Good morning folks. Thanks for taking my questions. This might be something that you'll cover at the Investor Day. So I'm curious, how you plan to evolve the company going forward that's different from what you've done in the past. Sort of what will be current over the next couple of years other than growth and size? And following up on the therapeutic area question, I'm curious, about your view on biosimilars and whether you see the potential for the returns on biosimilar royalty deals? Thank you.

So yeah, I don't want to steal the thunder of our Investor Day. We have a lot to discuss there. I think, why don't we save the first question for that, but we're very excited to describe the opportunity that we see ahead of us, and to discuss sort of our long-term objectives at the Investor Day on May 17. And then, I can turn it to Marshall on biosimilars.

Sure. So it's a good question. And as you might imagine, we've looked at a significant number of biosimilar opportunities over the years. We can imagine a set of circumstances where something like that might be interesting. I think to-date, it hasn't been something that met our criteria like we're seeing, there's been pretty significant price competition in that space. And so we've been taking the stance that maybe we can watch, and wait, and see how that landscape evolves and how those markets form before getting actively involved there.

Thank you. Two questions, the first is just, so I understand and maybe using aficamten as an example. Can we expect similar one-time charges on aficamten in the future, or did this quarter represent the totality? I appreciate, it is tough to predict future deals, but this is obviously an existing one? And then second, I'm just curious, are there any provisions in the gantenerumab contract to compensate Royalty Pharma in any way if reimbursement was not available even if the drug were to be approved? Thank you.

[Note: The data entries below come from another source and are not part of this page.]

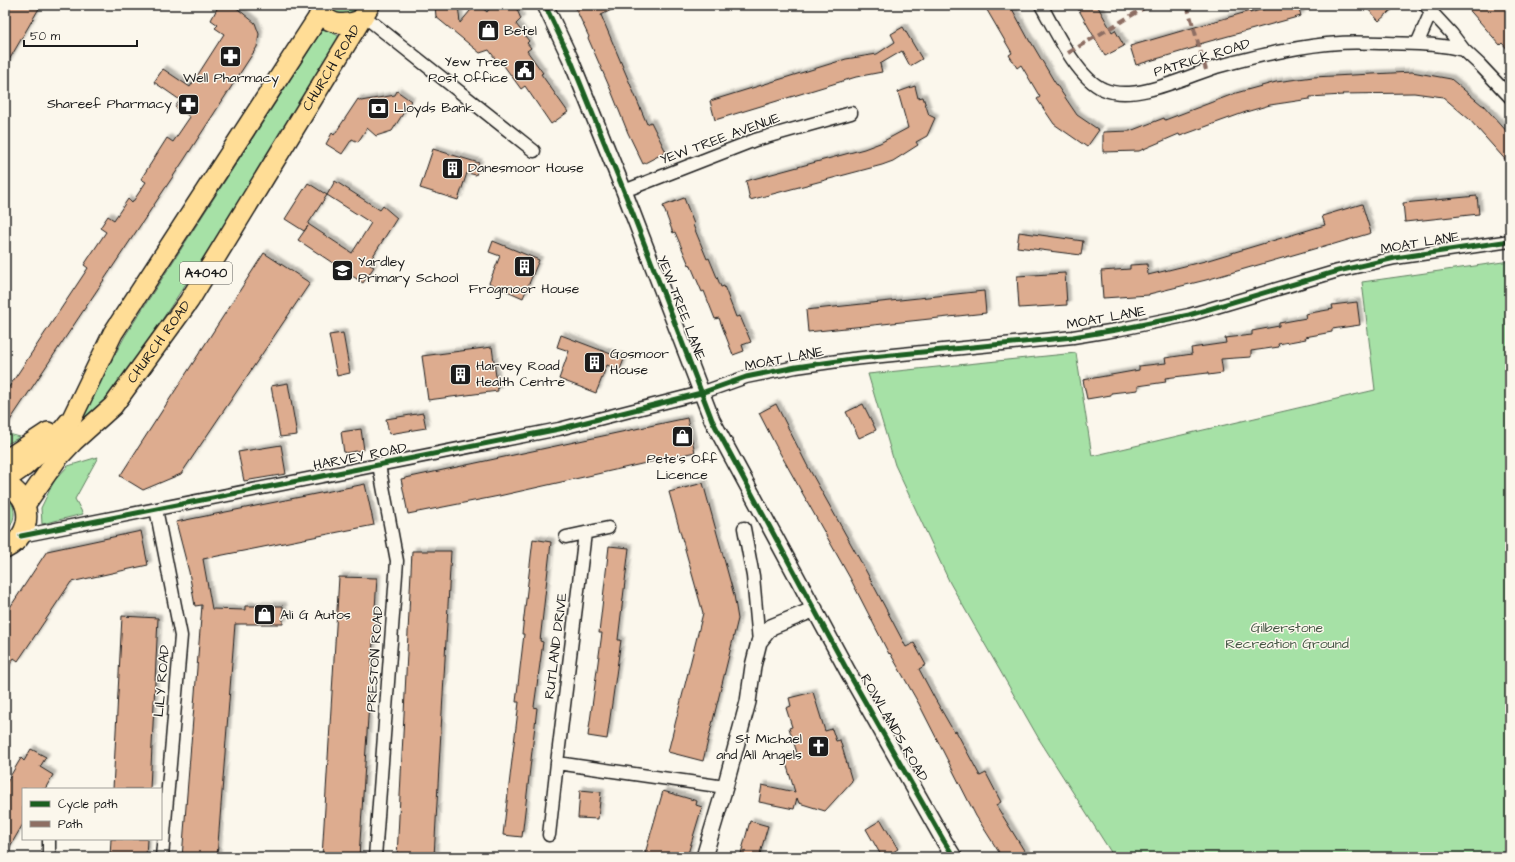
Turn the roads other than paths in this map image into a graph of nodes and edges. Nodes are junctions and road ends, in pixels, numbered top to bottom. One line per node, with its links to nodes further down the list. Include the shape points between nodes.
1 (545, 5): 11 (street, YEW TREE LANE, via 570,58)
2 (1041, 5): 6 (street, PATRICK ROAD, via 1068,53 1084,74 1102,89 1120,94 1145,91 1217,67 1282,51 1341,43)
3 (321, 8): 5 (main road, CHURCH ROAD, via 330,21 340,24 350,24); 14 (main road, CHURCH ROAD / A4040, via 317,19 113,333)
4 (1428, 8): 6 (street); 7 (street)
5 (365, 14): 10 (street); 19 (main road, CHURCH ROAD / A4040, via 189,301 113,406 57,459)
6 (1417, 44): 7 (street, PATRICK ROAD, via 1442,45)
7 (1464, 50): 8 (street)
8 (1510, 97)
9 (851, 113): 11 (street, YEW TREE AVENUE, via 755,140)
10 (534, 151)
11 (624, 191): 13 (street, YEW TREE LANE)
12 (1510, 241): 13 (street, MOAT LANE, via 1395,258 1338,271 1189,315 1116,330 1073,337 796,367 746,377)
13 (701, 393): 16 (street, HARVEY ROAD, via 559,429); 27 (street, YEW TREE LANE, via 725,448)
14 (80, 400): 15 (main road, A4040, via 50,430); 17 (main road, CHURCH ROAD / A4040, via 72,418 55,439)
15 (5, 458)
16 (379, 465): 20 (street, HARVEY ROAD); 35 (street, PRESTON ROAD, via 397,561)
17 (5, 480)
18 (5, 484): 19 (main road, via 16,491)
19 (25, 505): 24 (main road, via 26,519)
20 (156, 509): 24 (street, HARVEY ROAD); 34 (street, LILY ROAD, via 181,636)
21 (608, 528): 23 (street)
22 (744, 528): 28 (street, via 753,576)
23 (585, 533): 25 (street); 29 (street, RUTLAND DRIVE)
24 (21, 536): 26 (main road)
25 (566, 537)
26 (5, 549)
27 (815, 609): 28 (street, via 771,627); 37 (street, ROWLANDS ROAD)
28 (759, 642): 30 (street, via 748,702)
29 (557, 763): 30 (street); 31 (street, RUTLAND DRIVE)
30 (725, 787): 36 (street)
31 (549, 835)
32 (49, 840): 33 (street)
33 (49, 857)
34 (162, 857)
35 (376, 857)
36 (704, 857)
37 (954, 857)

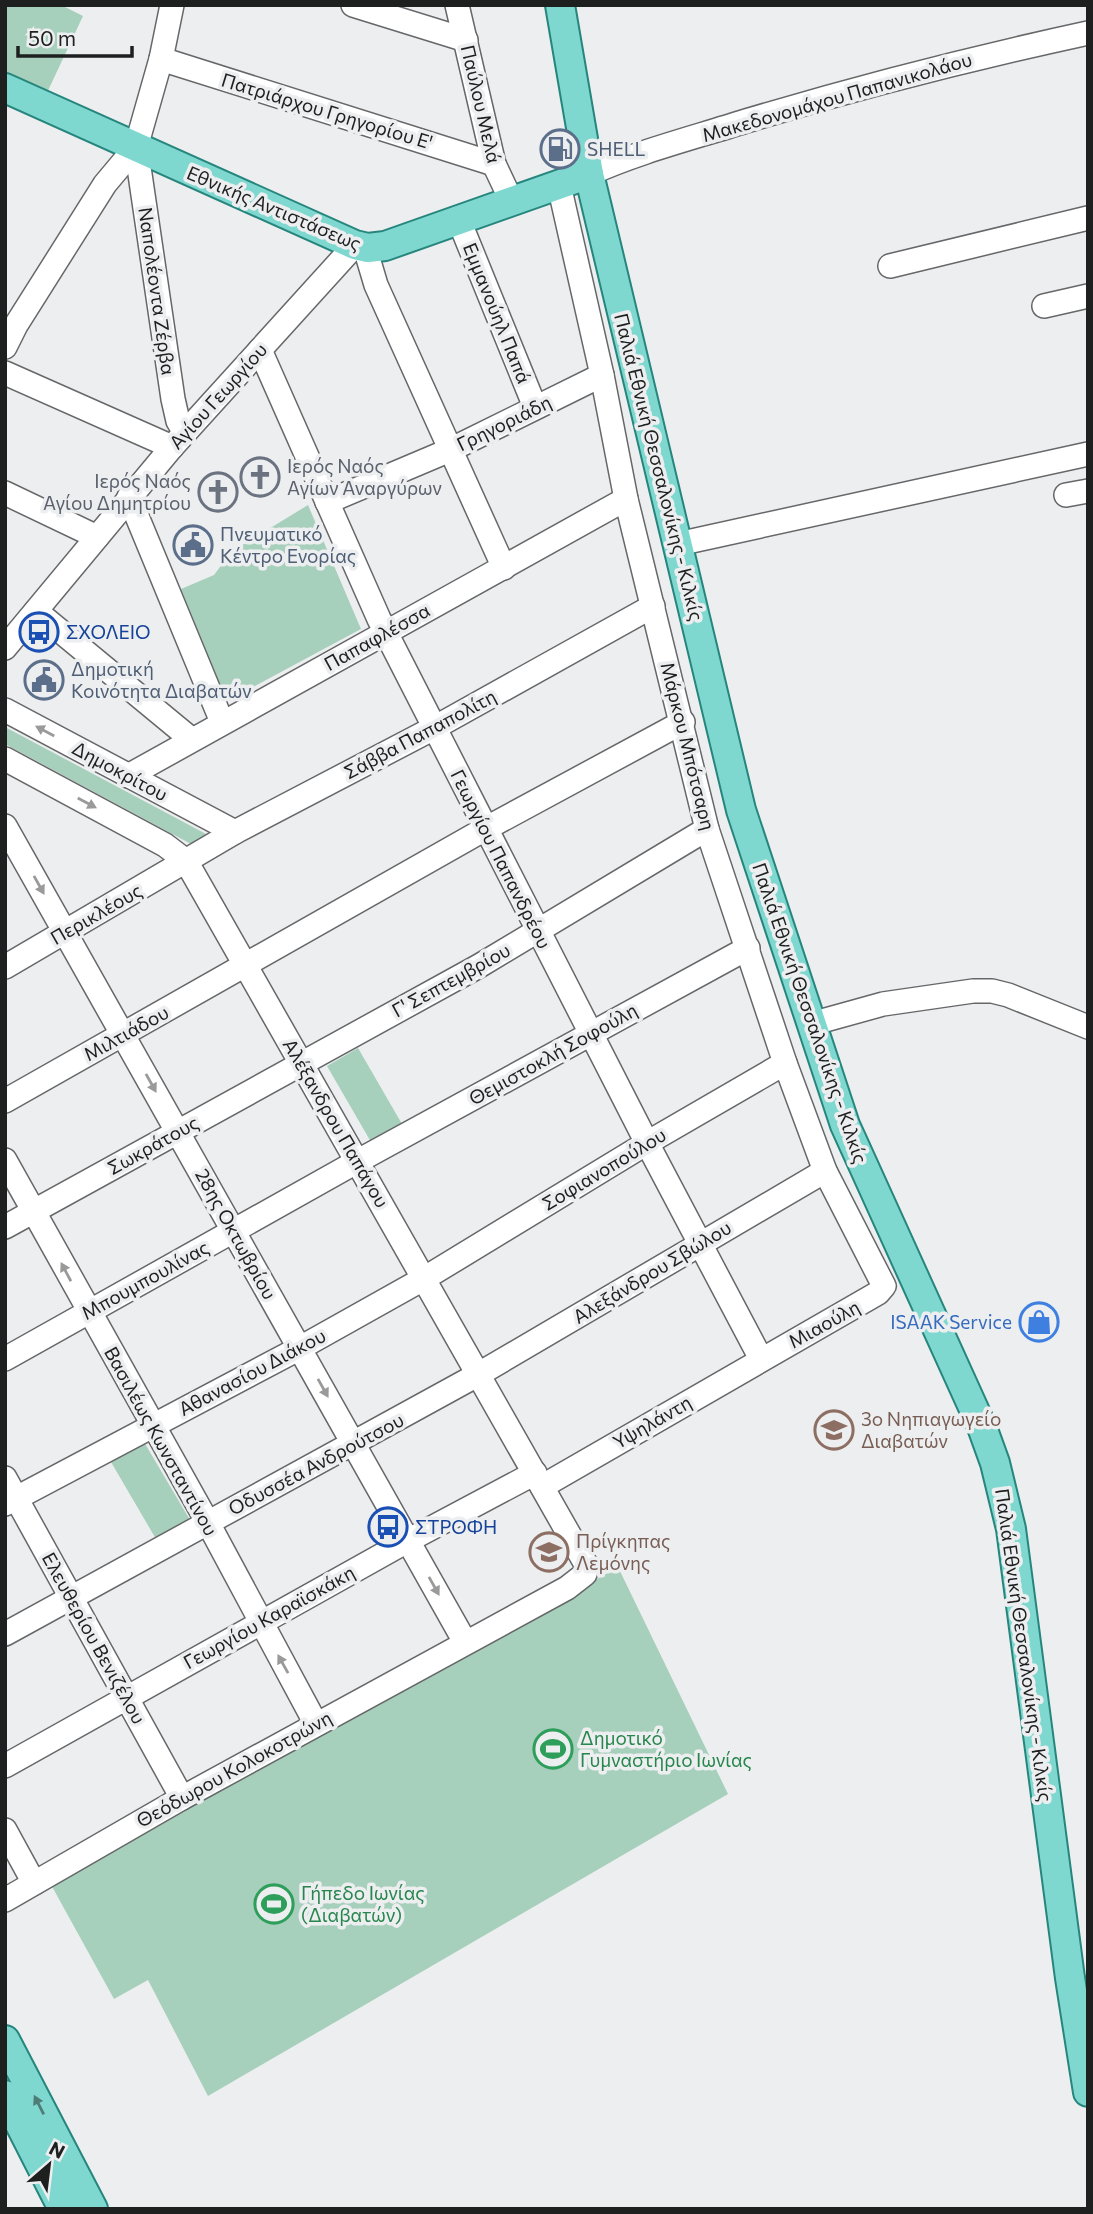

So regarding aficamten, there might be an additional $50 million payment. We do not expect this to occur this year, but we haven't provided any further specifics. This would also be categorized as a one-time expense in our non-GAAP profit and loss statement. As I mentioned earlier, it is challenging to predict how the deal flow will develop and the types of investments we will pursue, but we anticipate engaging in more of these opportunities. Overall, we view our adjusted cash flow or non-GAAP metrics as a reflection of the consistent cash generated by the business, which we can then reinvest into new royalties. This is our main focus. We also distribute a portion of it to shareholders through dividends. Historically, these one-time payments were not included, in line with industry standards, but we are updating our non-GAAP financial presentation to align with the current practices of the industry. We will ensure that we are transparent each quarter and when we announce transactions about how these items will be reflected. However, this has no effect on the core operations of the business or our capital deployment strategy moving forward.

Good morning. Regarding your question on gantenerumab, there are no specific provisions concerning reimbursement. It follows a typical royalty structure, so there's nothing unique about that aspect. However, it allows us to reiterate our earlier point in this call that we're eager to see the trial results. If they demonstrate consistent and clinically significant benefits for patients, we anticipate that reimbursement access will be available.

This concludes the question-and-answer session. I'd like to turn the call over to Terry Coyne, for closing remarks.

Great. Thank you, operator, and thank you to everyone on the call for your continuing interest in Royalty Pharma. We all look forward to seeing you on May 17. If you have any follow-up questions, please feel free to reach out to George.

This concludes the program. You may now disconnect. Everyone, have a great day.